Tu sais quelle est la chose la plus lourde au monde, Betty ? C’est un homme qui est sur toi alors que tu ne veux pas qu’il y soit.

J’avais les yeux de mon père, et désormais j’avais aussi la souffrance de ma mère. […] À cet âge-là, je ne savais rien de ce qui concernait le sexe et je n’avais pas de mot à mettre sur la réalité du viol, mais je sentais bien que ce qui était arrivé à ma mère était aussi épouvantable que si elle avait été massacrée.

La souffrance en héritage, par sa reproduction ou son récit secret.

— On ne devrait pas appeler ça perdre sa fleur. Elle est pas perdue, elle est écrabouillée, plutôt.
Elle a fait la grimace en baissant les yeux, avant d’ajouter :
— Je lui ai dit non. Mais il l’a fait quand même.

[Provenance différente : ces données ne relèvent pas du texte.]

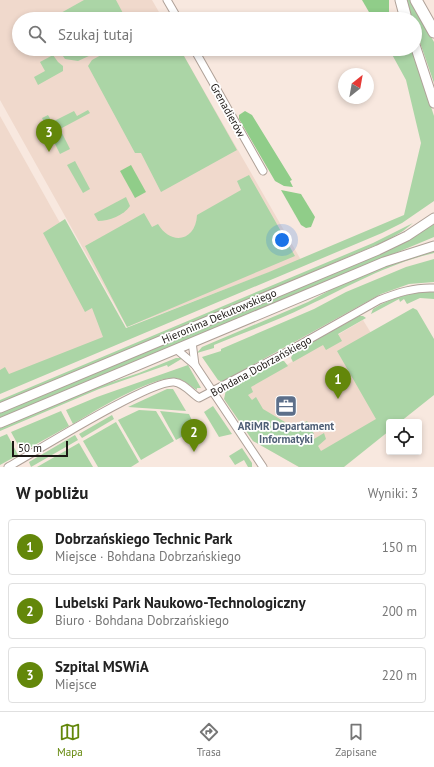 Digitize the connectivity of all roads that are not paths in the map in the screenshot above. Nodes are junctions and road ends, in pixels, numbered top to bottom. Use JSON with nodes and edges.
{"nodes":[{"id":1,"x":167,"y":0,"type":"edge"},
{"id":2,"x":401,"y":0,"type":"edge"},
{"id":3,"x":416,"y":0,"type":"edge"},
{"id":4,"x":174,"y":12,"type":"edge"},
{"id":5,"x":405,"y":12,"type":"edge"},
{"id":6,"x":434,"y":32,"type":"edge"},
{"id":7,"x":198,"y":56,"type":"edge"},
{"id":8,"x":419,"y":56,"type":"edge"},
{"id":9,"x":434,"y":103,"type":"edge"},
{"id":10,"x":263,"y":171,"type":"dead end"},
{"id":11,"x":434,"y":218,"type":"edge"},
{"id":12,"x":434,"y":246,"type":"edge"},
{"id":13,"x":434,"y":288,"type":"edge"},
{"id":14,"x":192,"y":342,"type":"junction"},
{"id":15,"x":176,"y":348,"type":"junction"},
{"id":16,"x":195,"y":365,"type":"junction"},
{"id":17,"x":212,"y":393,"type":"junction"},
{"id":18,"x":0,"y":408,"type":"edge"},
{"id":19,"x":0,"y":422,"type":"edge"},
{"id":20,"x":8,"y":467,"type":"edge"},
{"id":21,"x":263,"y":467,"type":"edge"}],
"edges":[{"from":1,"to":4,"type":"street"},
{"from":2,"to":5,"type":"main road"},
{"from":3,"to":6,"type":"main road"},
{"from":7,"to":10,"type":"street","name":"Grenadierów"},
{"from":8,"to":9,"type":"street"},
{"from":11,"to":18,"type":"street","name":"Hieronima Dekutowskiego"},
{"from":12,"to":14,"type":"street","name":"Hieronima Dekutowskiego"},
{"from":13,"to":17,"type":"street","name":"Bohdana Dobrzańskiego"},
{"from":14,"to":15,"type":"street","name":"Hieronima Dekutowskiego"},
{"from":14,"to":16,"type":"street"},
{"from":15,"to":16,"type":"street"},
{"from":15,"to":19,"type":"street","name":"Hieronima Dekutowskiego"},
{"from":16,"to":17,"type":"street"},
{"from":17,"to":20,"type":"street","name":"Bohdana Dobrzańskiego"},
{"from":17,"to":21,"type":"street"}]}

— Qu’est-ce que tu fabriquais, exactement, aujourd’hui, Berry Carpenter ? Là-bas sur ce chemin où personne ne va jamais ?
J’ai mis la main dans la poche et j’ai serré l’histoire de Flossie.
— Je voulais voir si non signifiait encore quelque chose.


— Ne laisse pas une telle chose t’arriver, Betty. N’aie pas peur d’être toi-même. Faut pas que tu vives aussi longtemps pour t’apercevoir à la fin que tu n’as pas vécu du tout.


Après sa sortie du cabinet du docteur, Flossie a mis une distance entre Nova et elle. On aurait dit qu’elle n’était pas sa mère et qu’il n’était pas son fils.


Est-ce que j’ai vraiment connu ma sœur ? Ou est-ce que je n’ai vu que la fille qu’elle faisait semblant d’être ? L’aguicheuse. La traînée. L’épouse. La mère. Il est possible qu’être Flossie Carpenter ait été sa meilleure interprétation. Tellement bonne qu’on a tous cru que c’était elle.

Meilleure réhabilitation d’un personnage secondaire qu’on aurait pu être tenté d’évacuer en le pensant superficiel.


Raconter une histoire a toujours été une façon de récrire la vérité. Mais parfois, être responsable de la vérité est une façon de se préparer à la dire. Mon père n’est pas mort dans les bois. Il est mort à l’hôpital. Ma robe blanche couverte de son sang.


J’ai vu Fraya, Flossie et moi, assises en rond sur le sol, en train de nous tresser mutuellement les cheveux, comme nous le faisions si souvent, quand nous en étions encore à croire que notre cercle ne se briserait jamais. […] Je les ai entendues pouffer de rire tandis que je descendais l’escalier. J’étais contente que leurs fantômes restent dans cette maison. J’étais contente, car être hantée n’est pas toujours une chose si terrible que cela.

Être hantée par Betty ne sera pas une chose si terrible que cela.